Letta ci ha messo ancora una volta del suo: ha annunciato che non si ricandiderà ma si è concesso un lungo interregno per indirizzare il percorso verso la nuova fase, mettendo insieme un comitato per riscrivere il Manifesto dei valori che come primo atto ha sconfessato proprio i principi elaborati dai saggi del 2007 per i loro contenuti «ordoliberisti». Da segretario del «partito di Draghi», insomma, a fautore di una svolta massimalista attraverso prima l'accordo elettorale con la sinistra di Bonelli, Fratoianni e Soumahoro, e ora con i tappeti rossi stesi agli scissionisti di Bersani e Speranza, con un occhio di riguardo ai Cinque Stelle di Conte con i quali aveva fragorosamente rotto a causa della crisi di governo.

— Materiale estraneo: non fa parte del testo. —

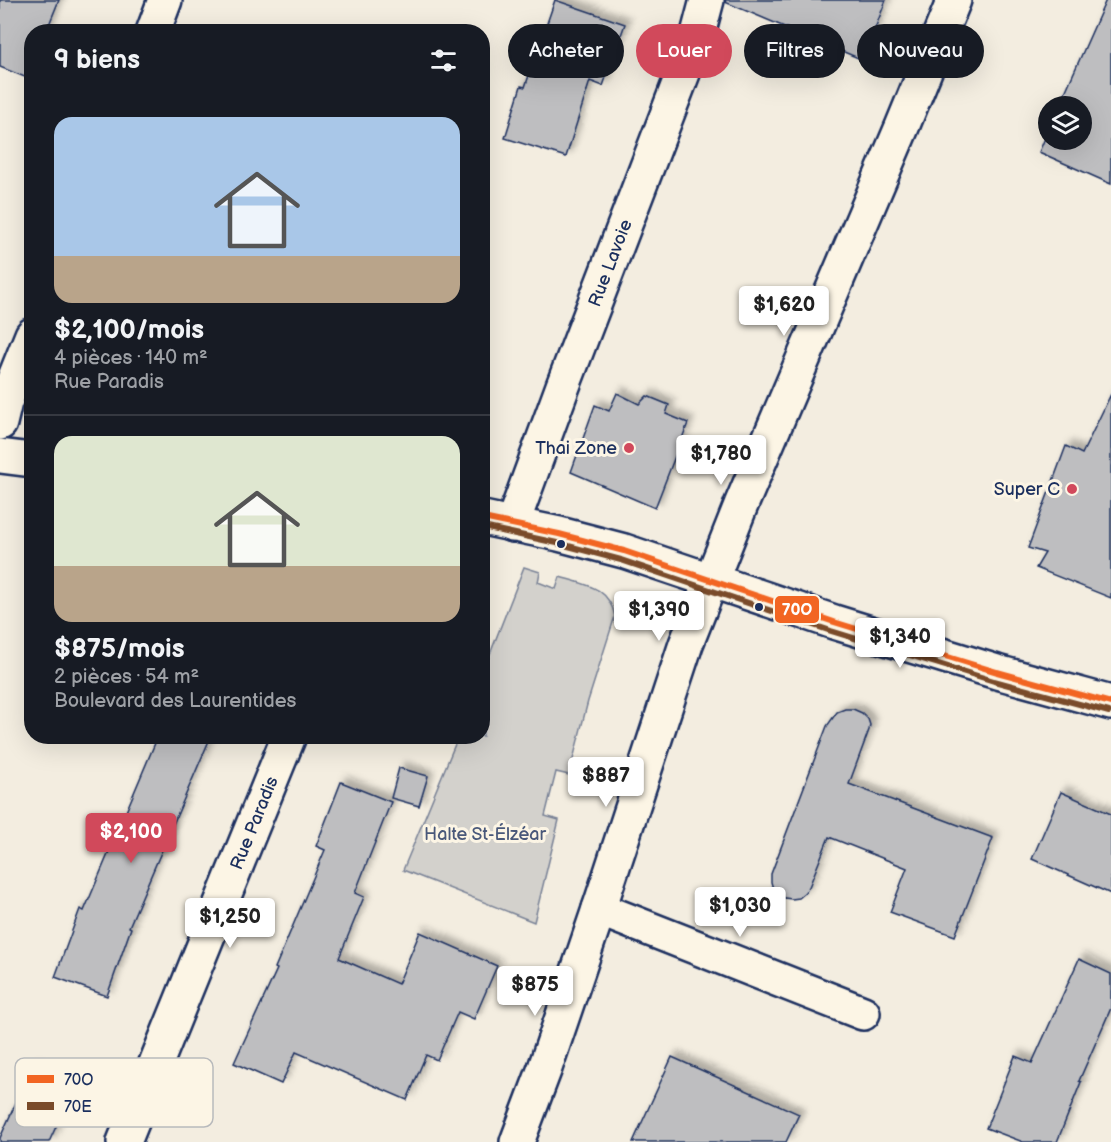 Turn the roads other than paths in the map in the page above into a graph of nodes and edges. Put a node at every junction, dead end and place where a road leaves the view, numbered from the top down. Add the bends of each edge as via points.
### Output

Di «contrordine compagni» è segnata da sempre la vita del maggior partito della sinistra, ma quando si tocca il minimo storico servirebbero un leader, un'identità precisa e una rivendicazione di valori irrinunciabili, non un dibattito che ripropone i soliti schemi e con le correnti come convitato di pietra.
In questo magma indistinto, quella di Elly Schlein si annuncia dunque come una resistibile ascesa. Il suo sbandierato pacifismo - è uscita dall'aula di Montecitorio per non votare col gruppo Pd gli aiuti all'Ucraina - e la sua storia palesemente antiriformista non le sono finora valsi l'appoggio esplicito dell'ala filogrillina, e chi già la individua come il granello che bloccherà l'ingranaggio delle correnti per rottamare con un colpo di spugna la vecchia classe dirigente ha preso presumibilmente un abbaglio. Un sospetto peraltro avvalorato dal silenzioso endorsement arrivato a sorpresa da un capocorrente doc come Franceschini.
Vedremo, dunque, se il Pd per scongiurare la sindrome del suo omologo francese - il Ps - ridotto a un cespuglio politico da Macron e Melenchon, affiderà le sue sorti alla giovane paladina della vecchia ideologia o all'usato sicuro ma logoro dei territori come chiave della riscossa. Due opzioni, però, che appaiono entrambe insufficienti per arginare una crisi così profonda e strutturale.